A blockchain consists of nodes or peers maintained in a peer-to-peer manner. The nodes of the network are known as a miner or validator. Miner when proposing a block to be added to the blockchain, while known as validator when validating a block proposed by the miner. A block consists of a set of transactions, timestamp, block id, nonce, coin base address (miner address), previous block hash, its hash, and other relevant information. Essentially, miner proposes a block and rest all peers of the network validate that block. Later based on majority consensus block is added to the blockchain. Normally, the entire copy of the blockchain is stored on all the nodes of the system. Clients (also known as users) external to the system use the services of the blockchain by sending requests to the nodes of the blockchain systems.

Bitcoin [4], the first blockchain system proposed (by Satoshi Nakamoto), is the most popular blockchain system till date. It is a cryptocurrency system which is highly secure where the users need not trust anyone. Further, there is no central controlling agency like current day banking system. Ethereum [7] is another popular blockchain currently in use and provides various other services apart from cryptocurrencies. As compared to Bitcoin, Ethereum provides support for user-defined programs (scripts), called smart contracts [9] to offer complex services.

Smart contracts in the Ethereum are written in Turing complete language Solidity [9]. These contracts automatically provide several complex services using pre-recorded terms and conditions in the contract without the intervention of a trusted third party. In general, a smart contract is like an object in object-oriented programming languages, which consists of methods and data (state) [5, 9]. A client request, aka transaction, consists of these methods and corresponding input parameters. A transaction can be initiated by a client (user) or a peer and executed by all the peers.

A client wishing to use the services of the blockchain, contacts a node of the system and send the request, which is a transaction. A node on receiving several such transactions from different clients or other peers, forms a block to be added to the blockchain. The node is said to be a block-producer and cryptocurrencies based blockchains such as Bitcoin, Ethereum, block-producers are called as miners as they can ‘mine’ new coins.
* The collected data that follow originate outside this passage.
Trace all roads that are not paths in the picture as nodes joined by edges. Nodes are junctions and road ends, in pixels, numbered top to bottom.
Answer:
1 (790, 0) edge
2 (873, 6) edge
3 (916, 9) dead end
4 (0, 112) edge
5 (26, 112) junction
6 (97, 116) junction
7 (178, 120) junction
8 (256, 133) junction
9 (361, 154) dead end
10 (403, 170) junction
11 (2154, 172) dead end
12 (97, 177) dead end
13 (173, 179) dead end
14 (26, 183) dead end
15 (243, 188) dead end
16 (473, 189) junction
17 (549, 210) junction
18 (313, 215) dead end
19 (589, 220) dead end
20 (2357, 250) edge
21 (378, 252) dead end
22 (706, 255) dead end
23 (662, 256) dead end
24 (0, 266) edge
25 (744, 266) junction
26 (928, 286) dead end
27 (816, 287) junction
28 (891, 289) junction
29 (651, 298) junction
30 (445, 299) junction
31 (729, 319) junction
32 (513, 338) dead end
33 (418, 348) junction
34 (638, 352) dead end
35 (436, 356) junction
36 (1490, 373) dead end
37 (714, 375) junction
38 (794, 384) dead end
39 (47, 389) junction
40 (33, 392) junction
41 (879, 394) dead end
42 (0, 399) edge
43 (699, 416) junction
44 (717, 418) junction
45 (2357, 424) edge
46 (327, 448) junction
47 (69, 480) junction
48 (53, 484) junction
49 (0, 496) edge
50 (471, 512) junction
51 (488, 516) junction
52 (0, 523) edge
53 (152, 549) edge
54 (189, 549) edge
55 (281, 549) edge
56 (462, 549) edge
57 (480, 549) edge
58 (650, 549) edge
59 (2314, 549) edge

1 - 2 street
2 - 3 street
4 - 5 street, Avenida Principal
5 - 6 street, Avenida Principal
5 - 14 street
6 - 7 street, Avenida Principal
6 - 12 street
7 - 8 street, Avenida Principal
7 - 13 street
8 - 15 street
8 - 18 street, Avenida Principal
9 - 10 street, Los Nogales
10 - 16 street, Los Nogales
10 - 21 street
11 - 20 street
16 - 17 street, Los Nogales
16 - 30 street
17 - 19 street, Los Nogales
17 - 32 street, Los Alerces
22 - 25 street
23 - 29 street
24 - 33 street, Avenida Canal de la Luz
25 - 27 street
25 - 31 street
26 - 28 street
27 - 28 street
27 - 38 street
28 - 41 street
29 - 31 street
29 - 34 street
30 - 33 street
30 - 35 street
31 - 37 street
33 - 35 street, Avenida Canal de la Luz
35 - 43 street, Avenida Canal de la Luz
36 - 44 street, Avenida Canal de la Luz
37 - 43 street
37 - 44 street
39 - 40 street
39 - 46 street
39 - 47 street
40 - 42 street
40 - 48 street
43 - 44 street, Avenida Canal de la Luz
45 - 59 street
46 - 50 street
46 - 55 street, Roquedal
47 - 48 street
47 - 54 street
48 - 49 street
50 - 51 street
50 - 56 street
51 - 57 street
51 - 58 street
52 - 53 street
Drawback with Existing System: The drawback with the existing blockchain system is that miners and validators execute the transactions serially and so is computing the PoW. Further, finding the PoW [10] is highly computationally intensive random process which requires a lot of computation to create a new block. PoW is required to delay-wait the network to reach consensus and allow miners to create a new block in their favor. But the problem is that the high computation requirements make it very difficult for a resource constraint miner to compete for the block creation to get intensive [11].

Also, in the current era of distributed and multi-core system, sequential transaction execution results in poor throughput. Dickerson et al. [5] observed that the transactions are executed serially in two different contexts. First, they are executed serially by the miner while creating a block. Later, validator re-executes the transactions serially to validate the block. Serial execution of the transaction leads to poor throughput. Also, block transactions are executed several times by the miners and many many times by the validators.
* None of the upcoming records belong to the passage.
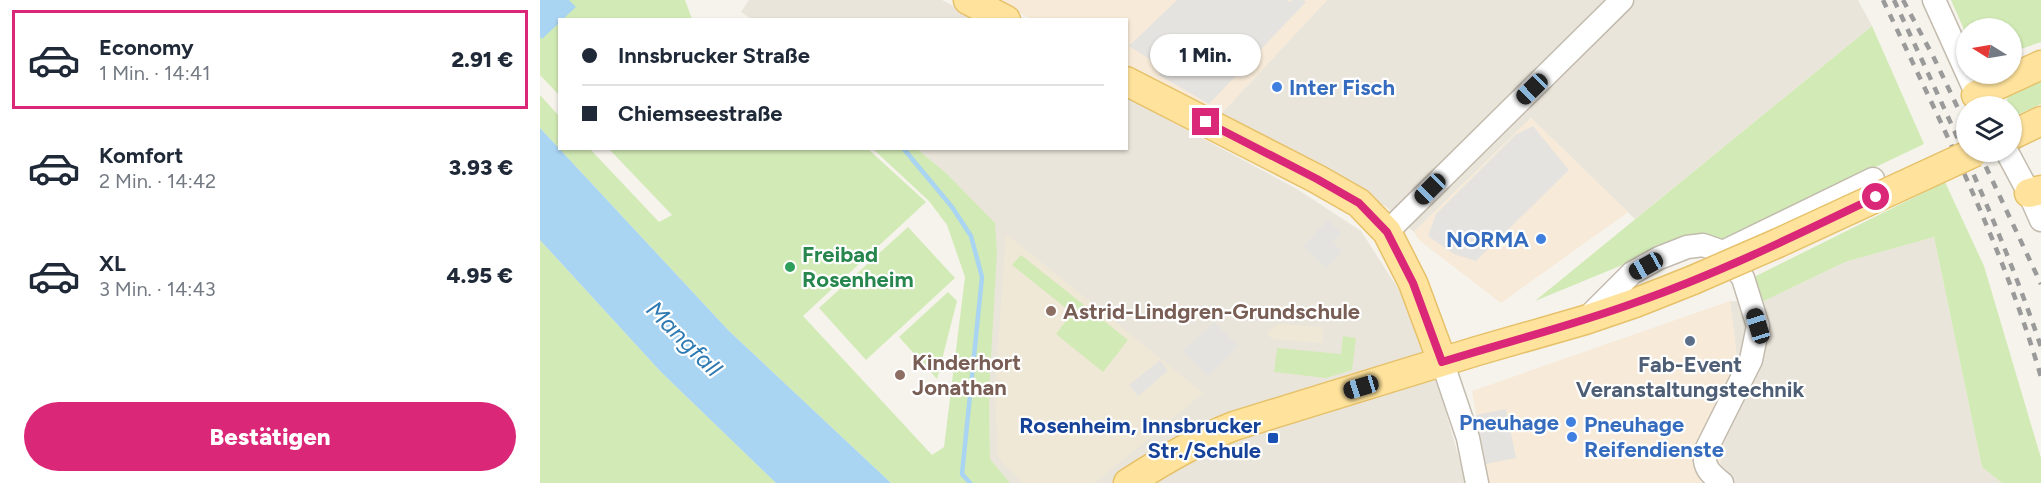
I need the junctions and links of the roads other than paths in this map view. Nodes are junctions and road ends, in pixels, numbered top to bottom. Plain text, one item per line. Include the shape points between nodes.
1 (968, 0) edge
2 (1622, 0) edge
3 (1934, 0) edge
4 (1002, 18) edge
5 (2041, 65) edge
6 (1128, 82) edge
7 (1977, 96) edge
8 (1986, 96) edge
9 (1956, 161) edge
10 (2014, 162) edge
11 (1874, 178) dead end
12 (2035, 191) edge
13 (2041, 220) edge
14 (1387, 232) junction
15 (1724, 252) junction
16 (1585, 320) junction
17 (1442, 362) junction
18 (1128, 483) edge
19 (1477, 483) edge
20 (1722, 483) edge

1 - 4 main road
2 - 14 street
3 - 7 street
5 - 8 main road
6 - 14 main road via 1359,203
9 - 16 main road, bridge via 1693,280
10 - 12 street
11 - 15 street
12 - 13 street
14 - 17 main road via 1413,283
15 - 16 street via 1703,245 1659,258 1632,273
15 - 20 street via 1743,278 1758,326 1751,360 1710,440 1704,460 1710,473
16 - 17 main road
17 - 18 main road via 1211,435
17 - 19 street via 1468,438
In addition to these problems, due to the substantial high transaction fee, poor throughput (transactions/second), significant transaction acceptance latency, and limited computation capacities prevent widespread adoption [12, 13]. Hence adding parallelism to the blockchain can achieve better efficiency and higher throughput.

Solution Approach: There are few solutions proposed and used in Bitcoin and Ethereum blockchain to mitigate these issues. One such solution is that several resource constraint miners form a pool (community) known as mining pool and determines the PoW, and after block acceptance, they share the incentive among them [11, 14, 15, 16, 17, 18, 19]. In the rest of the paper, we use pool and community interchangeably.

Other solutions [5, 20, 21, 22] suggest concurrent execution of the transactions at runtime. These are done in two stages: first, while proposing the block, and second while validating the block. This helps in achieving better speedup in creating the block and its acceptance, and hence increase the chance of a miner to receive their fees. However, it is not straight forward and requires a proper strategy so that a valid block should not be rejected due to false block rejection or FBR error [22]. These techniques follow Software Transactional Memory based runtime techniques to execute transactions concurrently. Miner concurrently executes the block transactions and construct the block graph alongside. The block graph is used to record the dependencies between the transactions where vertices depict the transactions and edges between them stores the dependencies. In the end, miner adds a block graph in block to help the validator to execute transaction concurrently and to avoid FBR error. During the concurrent execution at validator, the FBR error may easily occur if transactions dependencies are not recorded appropriately in the block graph.

In this work, our objective is to execute the transactions in parallel based on a static analysis of the transactions, using a community of trusted nodes (workers) modeled as a master and slaves, along with finding the PoW in parallel, to improve the performance of block creation and validation. We proposed a framework for distributed parallel execution in a formal setting inspired by Ethereum [7]. We follow a static analysis based sharding technique to determine the transaction dependencies. Hence, FBR error will not occur if the validator does not use information shared by the miner as dependencies remain the same in the statical analysis. A validator can perform the static analysis before parallel execution, which makes it very straightforward to adopt.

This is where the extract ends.